WORK REQUIRED: Pick every line from the data below that contains the string "thumb" and copy it.

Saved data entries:
• • • •
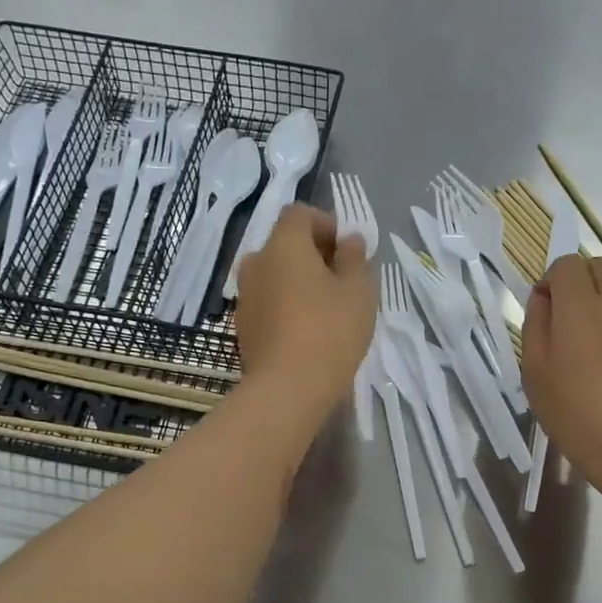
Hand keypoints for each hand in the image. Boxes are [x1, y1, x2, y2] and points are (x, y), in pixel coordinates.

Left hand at [234, 204, 373, 417]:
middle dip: (312, 254)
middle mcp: (256, 262)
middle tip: (341, 279)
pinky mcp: (243, 327)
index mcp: (283, 244)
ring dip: (297, 281)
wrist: (287, 389)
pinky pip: (267, 302)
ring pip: (274, 275)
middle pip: (284, 244)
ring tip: (325, 308)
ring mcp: (245, 296)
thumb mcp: (359, 291)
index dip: (325, 224)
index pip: (299, 214)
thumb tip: (350, 240)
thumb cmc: (330, 331)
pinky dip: (285, 305)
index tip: (347, 250)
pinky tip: (306, 331)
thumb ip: (356, 258)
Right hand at [521, 255, 601, 506]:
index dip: (551, 282)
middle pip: (599, 266)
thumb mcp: (534, 373)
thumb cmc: (574, 415)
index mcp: (578, 307)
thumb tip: (543, 297)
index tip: (545, 311)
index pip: (565, 264)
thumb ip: (535, 325)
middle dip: (580, 283)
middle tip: (570, 322)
• • • •
FINISHED EXERCISE:
thumb mcp: (359, 291)
thumb tip: (350, 240)
thumb cmc: (330, 331)
thumb ip: (356, 258)
thumb mcp: (534, 373)
thumb cmc: (574, 415)
thumb tip: (543, 297)
thumb ip: (535, 325)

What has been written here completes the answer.